17 thoughts on “Trapped In An Ice Storm”
Delightful picture Charlie, in both senses of the word. It’s not in my experience yet sounds magical and inviting. ✨
Thanks so much, Janina! 😃💕 It’s definitely a unique and magical experience! (but super cold, of course! hehe)
Glad I’m not there, then! 🙂
Happy New Year to you and Philippe. Plenty of champagne or egg nog!
Happy New Year, Janina! Oh yes! There will definitely be champagne!! 😃🎉
Charlie, this is breathtakingly beautiful! Wow!
What a sweet thing to say!! Thanks SO much Carol!! 😊💕 Glad you liked this one!
Charlie, I like all your work and this one is one of my favorite. Reminds me of the time when i visited the Himalayas!
Awww thanks so much!! 😃💕 So happy this brought back memories!!
Aw, that little green twig caught in its icy coat – preserved by glistening frozen water. Very pretty, a natural winter decoration.
One year when I lived in New Jersey, (I was maybe 8) I walked home every day past a tiny frozen pond. It was really just a large puddle that had frozen solid but I was so small, I could slide across it in my boots every afternoon. Until the day I fell in. The puddle wasn’t very deep but I was pretty small – and cold and wet.
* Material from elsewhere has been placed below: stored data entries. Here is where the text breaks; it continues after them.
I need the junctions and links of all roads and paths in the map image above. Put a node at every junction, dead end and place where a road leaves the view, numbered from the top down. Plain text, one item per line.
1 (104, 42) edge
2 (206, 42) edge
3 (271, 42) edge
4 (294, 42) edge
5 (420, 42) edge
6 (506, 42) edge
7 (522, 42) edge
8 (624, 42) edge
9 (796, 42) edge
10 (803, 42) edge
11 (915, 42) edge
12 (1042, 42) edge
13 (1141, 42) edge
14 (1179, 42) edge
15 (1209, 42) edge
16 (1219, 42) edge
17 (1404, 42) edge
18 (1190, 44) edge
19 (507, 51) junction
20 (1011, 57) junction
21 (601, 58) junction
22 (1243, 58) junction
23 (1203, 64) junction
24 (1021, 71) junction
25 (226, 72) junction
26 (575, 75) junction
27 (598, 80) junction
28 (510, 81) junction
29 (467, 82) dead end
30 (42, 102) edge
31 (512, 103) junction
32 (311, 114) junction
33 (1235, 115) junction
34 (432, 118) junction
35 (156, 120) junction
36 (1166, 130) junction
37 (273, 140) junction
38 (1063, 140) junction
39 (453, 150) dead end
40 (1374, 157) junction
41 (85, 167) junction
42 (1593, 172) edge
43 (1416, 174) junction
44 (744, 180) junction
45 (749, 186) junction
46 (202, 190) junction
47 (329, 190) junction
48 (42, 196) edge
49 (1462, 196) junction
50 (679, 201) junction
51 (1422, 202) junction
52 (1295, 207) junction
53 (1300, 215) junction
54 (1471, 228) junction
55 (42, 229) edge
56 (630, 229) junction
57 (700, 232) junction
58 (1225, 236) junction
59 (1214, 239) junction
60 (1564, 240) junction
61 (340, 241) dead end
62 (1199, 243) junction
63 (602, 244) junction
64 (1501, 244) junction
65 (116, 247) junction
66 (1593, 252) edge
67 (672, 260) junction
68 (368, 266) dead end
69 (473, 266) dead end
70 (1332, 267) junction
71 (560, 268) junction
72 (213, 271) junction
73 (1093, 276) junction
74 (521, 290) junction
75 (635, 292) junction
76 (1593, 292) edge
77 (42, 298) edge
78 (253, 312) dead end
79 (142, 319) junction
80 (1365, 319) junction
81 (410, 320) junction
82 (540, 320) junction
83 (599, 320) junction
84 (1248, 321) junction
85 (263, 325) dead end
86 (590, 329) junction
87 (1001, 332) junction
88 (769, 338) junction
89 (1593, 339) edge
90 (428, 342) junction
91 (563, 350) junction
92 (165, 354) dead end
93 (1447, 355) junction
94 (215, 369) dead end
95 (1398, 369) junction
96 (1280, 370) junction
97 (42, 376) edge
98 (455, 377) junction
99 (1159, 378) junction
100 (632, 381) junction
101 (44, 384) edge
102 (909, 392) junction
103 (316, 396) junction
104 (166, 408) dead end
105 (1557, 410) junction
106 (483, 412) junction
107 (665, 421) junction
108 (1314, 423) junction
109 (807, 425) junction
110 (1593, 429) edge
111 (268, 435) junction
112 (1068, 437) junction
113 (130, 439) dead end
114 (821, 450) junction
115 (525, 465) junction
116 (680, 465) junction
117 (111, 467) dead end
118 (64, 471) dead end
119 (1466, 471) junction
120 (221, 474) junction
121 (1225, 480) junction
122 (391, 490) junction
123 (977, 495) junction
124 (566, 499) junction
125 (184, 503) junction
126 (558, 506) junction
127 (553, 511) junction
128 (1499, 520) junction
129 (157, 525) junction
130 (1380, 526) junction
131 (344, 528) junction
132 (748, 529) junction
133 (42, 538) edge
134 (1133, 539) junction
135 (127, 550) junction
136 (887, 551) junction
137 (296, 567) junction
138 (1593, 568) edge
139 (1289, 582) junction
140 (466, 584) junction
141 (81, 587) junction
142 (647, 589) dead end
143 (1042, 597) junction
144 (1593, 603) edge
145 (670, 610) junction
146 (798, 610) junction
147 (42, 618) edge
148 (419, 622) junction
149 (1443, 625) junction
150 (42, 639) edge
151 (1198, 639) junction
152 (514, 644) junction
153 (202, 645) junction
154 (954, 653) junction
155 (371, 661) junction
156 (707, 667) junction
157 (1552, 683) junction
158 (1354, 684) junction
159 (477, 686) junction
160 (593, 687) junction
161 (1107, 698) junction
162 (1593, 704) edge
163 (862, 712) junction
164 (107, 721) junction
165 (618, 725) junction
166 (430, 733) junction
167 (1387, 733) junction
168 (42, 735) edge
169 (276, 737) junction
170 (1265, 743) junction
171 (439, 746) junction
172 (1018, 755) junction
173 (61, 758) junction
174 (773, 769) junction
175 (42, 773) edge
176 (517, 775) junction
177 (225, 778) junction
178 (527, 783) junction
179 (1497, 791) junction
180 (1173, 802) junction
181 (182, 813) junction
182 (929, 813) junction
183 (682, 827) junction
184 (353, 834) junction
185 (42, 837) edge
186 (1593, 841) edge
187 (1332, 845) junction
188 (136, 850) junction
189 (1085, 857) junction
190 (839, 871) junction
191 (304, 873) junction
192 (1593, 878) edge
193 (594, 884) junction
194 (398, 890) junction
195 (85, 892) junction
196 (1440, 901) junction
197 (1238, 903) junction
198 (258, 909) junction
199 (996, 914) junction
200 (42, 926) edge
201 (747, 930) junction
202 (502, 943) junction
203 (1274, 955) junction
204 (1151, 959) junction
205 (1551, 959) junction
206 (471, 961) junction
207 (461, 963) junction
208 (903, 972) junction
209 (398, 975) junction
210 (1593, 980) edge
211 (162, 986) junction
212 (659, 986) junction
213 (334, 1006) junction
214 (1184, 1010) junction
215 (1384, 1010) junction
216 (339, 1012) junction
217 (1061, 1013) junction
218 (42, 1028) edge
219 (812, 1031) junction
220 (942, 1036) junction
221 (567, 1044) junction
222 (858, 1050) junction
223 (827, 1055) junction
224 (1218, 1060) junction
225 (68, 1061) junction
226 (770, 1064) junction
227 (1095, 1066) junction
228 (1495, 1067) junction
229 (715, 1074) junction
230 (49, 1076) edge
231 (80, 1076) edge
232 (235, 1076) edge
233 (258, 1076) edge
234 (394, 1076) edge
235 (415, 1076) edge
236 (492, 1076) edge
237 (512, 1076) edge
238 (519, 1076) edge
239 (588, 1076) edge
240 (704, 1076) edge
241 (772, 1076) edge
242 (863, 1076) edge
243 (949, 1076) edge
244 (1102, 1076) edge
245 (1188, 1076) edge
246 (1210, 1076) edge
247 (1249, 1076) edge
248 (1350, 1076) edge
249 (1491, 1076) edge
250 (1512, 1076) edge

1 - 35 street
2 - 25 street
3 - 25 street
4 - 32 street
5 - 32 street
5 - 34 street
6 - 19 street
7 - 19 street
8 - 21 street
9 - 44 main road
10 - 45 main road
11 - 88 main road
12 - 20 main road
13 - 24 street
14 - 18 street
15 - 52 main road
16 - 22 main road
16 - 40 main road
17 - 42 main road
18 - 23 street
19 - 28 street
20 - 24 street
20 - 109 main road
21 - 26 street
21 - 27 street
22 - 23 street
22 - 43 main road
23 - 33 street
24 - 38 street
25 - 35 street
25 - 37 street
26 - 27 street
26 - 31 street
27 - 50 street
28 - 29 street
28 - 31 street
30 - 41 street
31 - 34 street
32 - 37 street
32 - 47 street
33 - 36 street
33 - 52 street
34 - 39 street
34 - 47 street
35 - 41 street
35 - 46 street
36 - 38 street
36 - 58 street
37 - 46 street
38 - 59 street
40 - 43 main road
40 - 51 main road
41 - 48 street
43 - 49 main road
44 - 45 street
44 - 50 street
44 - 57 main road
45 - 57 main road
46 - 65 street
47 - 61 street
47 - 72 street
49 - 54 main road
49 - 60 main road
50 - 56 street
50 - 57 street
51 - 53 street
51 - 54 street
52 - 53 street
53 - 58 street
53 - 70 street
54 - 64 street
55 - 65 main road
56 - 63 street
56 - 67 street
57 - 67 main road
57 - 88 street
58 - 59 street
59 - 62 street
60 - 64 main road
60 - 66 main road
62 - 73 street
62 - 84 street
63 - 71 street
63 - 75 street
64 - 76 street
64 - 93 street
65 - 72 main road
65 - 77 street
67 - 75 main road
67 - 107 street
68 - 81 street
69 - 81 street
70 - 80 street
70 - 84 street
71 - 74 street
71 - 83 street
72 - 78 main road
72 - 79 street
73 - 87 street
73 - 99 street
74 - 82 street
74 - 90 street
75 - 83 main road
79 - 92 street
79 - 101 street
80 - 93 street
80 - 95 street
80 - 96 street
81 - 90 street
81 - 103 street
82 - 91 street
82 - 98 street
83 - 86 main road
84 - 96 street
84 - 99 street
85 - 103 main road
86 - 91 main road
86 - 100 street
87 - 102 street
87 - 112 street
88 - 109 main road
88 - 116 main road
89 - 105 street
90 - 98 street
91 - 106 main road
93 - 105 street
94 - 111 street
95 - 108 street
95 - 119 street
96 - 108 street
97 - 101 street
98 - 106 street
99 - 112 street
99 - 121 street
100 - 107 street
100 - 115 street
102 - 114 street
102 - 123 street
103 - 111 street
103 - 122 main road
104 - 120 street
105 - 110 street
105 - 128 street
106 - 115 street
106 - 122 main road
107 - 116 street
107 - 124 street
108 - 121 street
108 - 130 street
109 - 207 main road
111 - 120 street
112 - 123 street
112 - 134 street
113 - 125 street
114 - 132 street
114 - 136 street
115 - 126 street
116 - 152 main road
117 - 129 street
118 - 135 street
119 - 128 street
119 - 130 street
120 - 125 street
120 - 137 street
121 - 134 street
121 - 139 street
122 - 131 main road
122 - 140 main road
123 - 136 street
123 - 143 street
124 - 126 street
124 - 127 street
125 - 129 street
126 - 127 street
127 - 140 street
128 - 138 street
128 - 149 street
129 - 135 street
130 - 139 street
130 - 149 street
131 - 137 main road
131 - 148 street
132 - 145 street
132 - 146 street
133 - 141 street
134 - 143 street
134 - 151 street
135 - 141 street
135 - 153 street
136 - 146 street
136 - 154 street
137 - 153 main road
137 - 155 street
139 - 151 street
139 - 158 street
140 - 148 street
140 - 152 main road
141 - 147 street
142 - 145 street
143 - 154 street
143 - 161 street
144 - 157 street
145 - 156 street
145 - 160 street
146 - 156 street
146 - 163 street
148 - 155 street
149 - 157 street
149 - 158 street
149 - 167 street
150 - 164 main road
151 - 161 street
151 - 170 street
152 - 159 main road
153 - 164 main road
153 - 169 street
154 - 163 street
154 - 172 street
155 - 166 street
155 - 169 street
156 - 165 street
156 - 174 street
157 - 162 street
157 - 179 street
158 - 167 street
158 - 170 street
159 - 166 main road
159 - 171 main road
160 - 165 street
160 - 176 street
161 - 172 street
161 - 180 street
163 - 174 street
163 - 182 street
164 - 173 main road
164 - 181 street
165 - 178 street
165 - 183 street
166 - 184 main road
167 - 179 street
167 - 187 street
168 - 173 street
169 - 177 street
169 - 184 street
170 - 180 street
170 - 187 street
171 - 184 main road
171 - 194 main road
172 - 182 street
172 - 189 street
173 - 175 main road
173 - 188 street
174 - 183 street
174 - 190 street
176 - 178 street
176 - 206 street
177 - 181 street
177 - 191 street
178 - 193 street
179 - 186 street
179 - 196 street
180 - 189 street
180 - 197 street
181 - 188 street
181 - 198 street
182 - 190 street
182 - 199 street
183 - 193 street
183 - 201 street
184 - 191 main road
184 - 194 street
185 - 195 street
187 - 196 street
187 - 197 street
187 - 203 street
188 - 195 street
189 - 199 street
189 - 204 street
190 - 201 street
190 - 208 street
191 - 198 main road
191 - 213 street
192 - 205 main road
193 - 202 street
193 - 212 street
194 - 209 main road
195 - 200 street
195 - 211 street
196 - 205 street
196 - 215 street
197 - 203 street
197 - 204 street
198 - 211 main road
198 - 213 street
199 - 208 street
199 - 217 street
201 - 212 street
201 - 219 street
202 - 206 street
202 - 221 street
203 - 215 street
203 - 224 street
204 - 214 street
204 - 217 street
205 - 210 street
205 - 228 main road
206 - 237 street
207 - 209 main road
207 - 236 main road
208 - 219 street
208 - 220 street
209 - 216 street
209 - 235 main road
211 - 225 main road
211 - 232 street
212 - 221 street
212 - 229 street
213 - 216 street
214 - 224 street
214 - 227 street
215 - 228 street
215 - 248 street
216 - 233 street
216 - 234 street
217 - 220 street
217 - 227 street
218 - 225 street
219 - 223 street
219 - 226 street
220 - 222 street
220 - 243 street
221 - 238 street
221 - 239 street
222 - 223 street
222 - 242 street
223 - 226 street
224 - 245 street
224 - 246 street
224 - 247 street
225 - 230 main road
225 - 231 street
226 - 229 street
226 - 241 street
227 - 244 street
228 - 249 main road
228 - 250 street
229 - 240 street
The ice had softened enough that it wouldn’t hold my weight and I was so terrified of nearly drowning and then of worrying about what my mom would say, that I ran in the house, tore off all my wet winter clothing and changed into dry clothes. Then sat and shivered for about an hour.
There is always a gap between the romance of winter weather and the reality that it is cold and can be dangerous. Your twig is safe in its ice cast – for now.
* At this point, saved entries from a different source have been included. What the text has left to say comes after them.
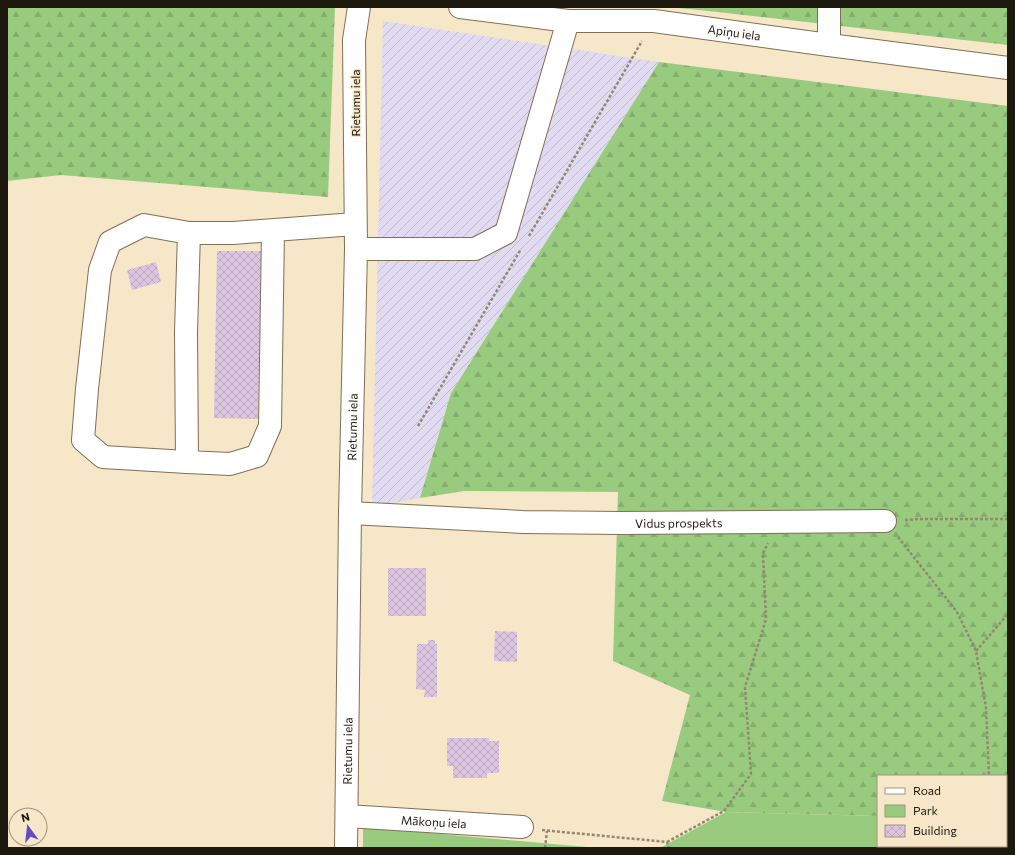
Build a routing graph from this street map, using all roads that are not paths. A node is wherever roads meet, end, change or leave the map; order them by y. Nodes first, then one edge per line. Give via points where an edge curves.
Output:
1 (359, 7) edge
2 (460, 7) edge
3 (829, 7) edge
4 (568, 21) junction
5 (829, 45) junction
6 (1008, 68) edge
7 (355, 224) junction
8 (273, 231) junction
9 (189, 233) junction
10 (356, 249) junction
11 (187, 462) junction
12 (350, 513) junction
13 (885, 521) road end
14 (347, 816) junction
15 (522, 827) road end
16 (346, 848) edge

1 - 7 street, Rietumu iela via 354,40
2 - 4 street, Apiņu iela
3 - 5 street
4 - 5 street, Apiņu iela via 654,21
4 - 10 street via 506,233 474,249
5 - 6 street, Apiņu iela
7 - 8 street
7 - 10 street, Rietumu iela
8 - 9 street
8 - 11 street via 270,426 257,456 230,464
9 - 11 street via 186,332
9 - 11 street via 144,225 110,242 100,270 83,440 103,457
10 - 12 street, Rietumu iela
12 - 13 street, Vidus prospekts via 522,522
12 - 14 street, Rietumu iela
14 - 15 street, Mākoņu iela
14 - 16 street, Rietumu iela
Thanks, Sharon! 😃💕 What a wonderful story! I love that… I can picture it perfectly! So fun though… when it worked out! hehe… you’re right, there’s so beauty in the danger of winter.
What a beautiful ice-laden branch! (And in case you wondered, some of us do pay attention. Probably not Opera Rose and Cobalt Turquoise. hehehe)
Thanks so much, Ellie! 😃💕 And YAY! Thanks for paying closer attention than I do! Lol Yep… just fixed it… let’s go with Olive Green and Payne’s Grey instead! 😊
I did consider for a while that you might have a secret of combining rose and turquoise to get green. ( :
This is absolutely gorgeous, so strong and yet fragile, and totally epitomises ‘winter wonderland’ for me! I LOVE the idea of an ice castle (presumably with the obligatory ice zonkey outside?). I don’t think we’ve ever had wintry icicles quite so impressive here, and I’m not sure we will again, as winter now seems milder than summer much of the time. I could definitely take to being snowed in for a few days!
I’ve been in the wilderness for a little bit, as far as blogging goes – I hope you had a lovely Christmas! <3
Thanks so much, Jacob! 😃💕 Hope you had a fabulous Christmas as well!! An ice zonkey would be amazing… if I ever throw a large party, I will have one comissioned for sure! Lol Actually, this isn’t from life as it’s warmer here too this week. But looks like cold and snow are back just after the New Year!
I’ve never experienced an ice storm, but your icicles look lovely!
Thanks, Sharon! 😃 Yeah, it’s been years since we had one here… climate is changing much!